Now, my question is - does anybody else make a mess of the kitchen when they're making stock? No, I'm not showing you the mess. But I liked the look of the sink with the clean pots stacked in it:

gallery_25849_641_26433.jpg

Posted

Anybody use the crock-pot for soup?

I've made a black bean soup and a beef and barley soup - but I'm wondering about a borscht. I want to make a beet and beef borscht this week - and it would be great if I could put it on in the morning and have it ready when I come home.

Any thoughts?

Posted

I really like the idea of a soup blog! Here in New York, lately, we've been having some days where the weather doesn't get out of the teens or twenties. On Thursday, when it was around 15 in the evening, I had Asam Laksa (tamarindy mackeral and various other things spicy noodle soup) for dinner at Skyway, my favorite Malaysian restaurant in New York. Friday, when the high temperature was around 17, I met another eGullet member and his wife for two courses of Korean soup. At first, it was a mandoo (beef dumpling) soup; then, kimchi and noodles were combined with the remainder of the stock and water to form another soup. And for lunch today, I had Yasai (vegetable) Soba. I'd eat even more soup if there were a good Shanghainese restaurant in my neighborhood, but there isn't. There is a Polish restaurant around the corner, though, and they make good hot borsht, chicken soup, tripe soup, pea soup, etc.

Michael aka "Pan"

 

Posted

Oooh, I'm excited for this blog. And I actually seem to have caught it at the beginning, for once. Does this mean my life is getting orderly enough that I have time for message boards once more? I'm not holding my breath, but we'll see.

I LOVE beer cheese soup but have never made it. I'll have to remedy that.

Anyone making chicken and dumplings for their blog this week? PamR, that stock looks wonderful and kind of like the method I was going to use for the chicken and dumplings on Saturday. I don't have a big stock pot, though, so I was thinking of having at in the crockpot - but I don't think it will work.

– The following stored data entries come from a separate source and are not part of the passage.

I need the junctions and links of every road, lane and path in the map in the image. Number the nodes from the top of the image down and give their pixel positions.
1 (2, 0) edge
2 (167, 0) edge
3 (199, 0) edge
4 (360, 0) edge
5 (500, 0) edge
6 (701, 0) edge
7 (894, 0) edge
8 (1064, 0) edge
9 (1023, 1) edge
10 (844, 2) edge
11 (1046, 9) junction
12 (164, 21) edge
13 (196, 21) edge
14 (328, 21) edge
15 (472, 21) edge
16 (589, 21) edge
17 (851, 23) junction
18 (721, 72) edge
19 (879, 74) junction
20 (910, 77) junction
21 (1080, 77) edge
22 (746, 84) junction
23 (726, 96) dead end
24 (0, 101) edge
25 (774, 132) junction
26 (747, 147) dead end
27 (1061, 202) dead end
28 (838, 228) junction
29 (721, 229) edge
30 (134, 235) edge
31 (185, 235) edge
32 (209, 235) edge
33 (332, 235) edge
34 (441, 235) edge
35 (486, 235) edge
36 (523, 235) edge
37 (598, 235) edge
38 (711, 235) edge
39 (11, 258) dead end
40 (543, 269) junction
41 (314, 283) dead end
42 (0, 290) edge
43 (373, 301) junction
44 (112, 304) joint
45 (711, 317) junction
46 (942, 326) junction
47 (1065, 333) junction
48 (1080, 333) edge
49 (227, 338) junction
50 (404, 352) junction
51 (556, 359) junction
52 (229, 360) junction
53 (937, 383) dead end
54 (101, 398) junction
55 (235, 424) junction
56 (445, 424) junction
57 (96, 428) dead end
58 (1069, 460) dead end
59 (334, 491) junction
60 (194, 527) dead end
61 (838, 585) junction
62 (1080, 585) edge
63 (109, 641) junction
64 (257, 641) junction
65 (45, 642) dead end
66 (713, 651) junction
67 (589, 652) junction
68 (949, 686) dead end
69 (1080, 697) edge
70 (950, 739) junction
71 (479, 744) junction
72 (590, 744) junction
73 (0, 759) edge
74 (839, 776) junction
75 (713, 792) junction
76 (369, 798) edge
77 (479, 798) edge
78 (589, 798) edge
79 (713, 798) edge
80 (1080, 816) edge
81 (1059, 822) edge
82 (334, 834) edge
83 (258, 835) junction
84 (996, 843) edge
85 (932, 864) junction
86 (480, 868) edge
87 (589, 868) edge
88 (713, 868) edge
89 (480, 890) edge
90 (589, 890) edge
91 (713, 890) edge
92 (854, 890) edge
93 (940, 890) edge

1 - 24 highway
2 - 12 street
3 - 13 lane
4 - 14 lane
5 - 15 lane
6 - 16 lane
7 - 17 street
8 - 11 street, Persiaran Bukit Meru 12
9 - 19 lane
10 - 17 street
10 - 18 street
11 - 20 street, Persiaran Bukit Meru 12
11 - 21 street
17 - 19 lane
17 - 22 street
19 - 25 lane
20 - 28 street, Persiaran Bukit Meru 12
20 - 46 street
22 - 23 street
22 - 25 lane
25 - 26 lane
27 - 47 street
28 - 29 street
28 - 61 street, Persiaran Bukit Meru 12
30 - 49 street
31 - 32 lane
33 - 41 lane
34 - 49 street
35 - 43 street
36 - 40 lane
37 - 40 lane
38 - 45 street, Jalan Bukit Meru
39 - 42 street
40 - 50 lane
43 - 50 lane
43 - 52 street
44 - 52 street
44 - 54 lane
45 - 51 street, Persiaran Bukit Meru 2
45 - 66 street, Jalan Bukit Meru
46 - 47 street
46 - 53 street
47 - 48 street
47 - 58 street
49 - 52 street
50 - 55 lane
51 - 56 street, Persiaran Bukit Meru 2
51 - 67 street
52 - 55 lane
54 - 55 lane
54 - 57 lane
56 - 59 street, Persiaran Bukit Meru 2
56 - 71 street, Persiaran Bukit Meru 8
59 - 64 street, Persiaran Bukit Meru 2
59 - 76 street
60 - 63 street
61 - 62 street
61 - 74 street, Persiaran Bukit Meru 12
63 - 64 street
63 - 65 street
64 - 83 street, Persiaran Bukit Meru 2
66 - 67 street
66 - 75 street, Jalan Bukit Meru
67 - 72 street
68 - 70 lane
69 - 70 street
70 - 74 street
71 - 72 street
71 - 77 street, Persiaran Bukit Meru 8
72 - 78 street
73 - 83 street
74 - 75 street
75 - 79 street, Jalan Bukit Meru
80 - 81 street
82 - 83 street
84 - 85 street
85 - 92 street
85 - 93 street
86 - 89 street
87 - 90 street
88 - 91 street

snowangel - I love mafe, though I haven't made it in years. The way I made it, it always had a strong peanut flavor, though (which is what I like about it).

lovebenton0 - You sure do learn a lot walking around your neighborhood. I've learned more back routes and little neighborhood stores and landmarks that way than from years of driving. I also know I kind of hate walking around in the snow. I'm terrified of falling, and even more so ever since I broke my foot. You're a braver woman than I!

My dinner's already on - potato and corn chowder, a simple Monday sort of throw it all in the crock pot recipe. And I know that later in the week I'm having leftover sauerkraut and kielbasa soup.

I like soup, but I don't eat it very often and am excited to see some new ideas.

Jennie

Posted

Funny timing on the crock pot question. I hope someone has better answers than I do - all I could say is give it a try and see what happens!

And I meant to second the recommendation of smoked Spanish paprika for smoky flavor. Great stuff. There's some in my soup dinner for tonight, even.

Jennie

Posted

Having been bread impaired for a number of years (like all of my life), I made a vow this fall to conquer bread. And, I think I'm succeeding. I have a love of sourdough, and so, following the instructions in the Bread Baker's Apprentice, I think I'm winning. One of the things I learned is that if you start starter in the fall, when the windows are closed and the furnace is running, the starter might take longer to start.

So, on Saturday, I refreshed my barm.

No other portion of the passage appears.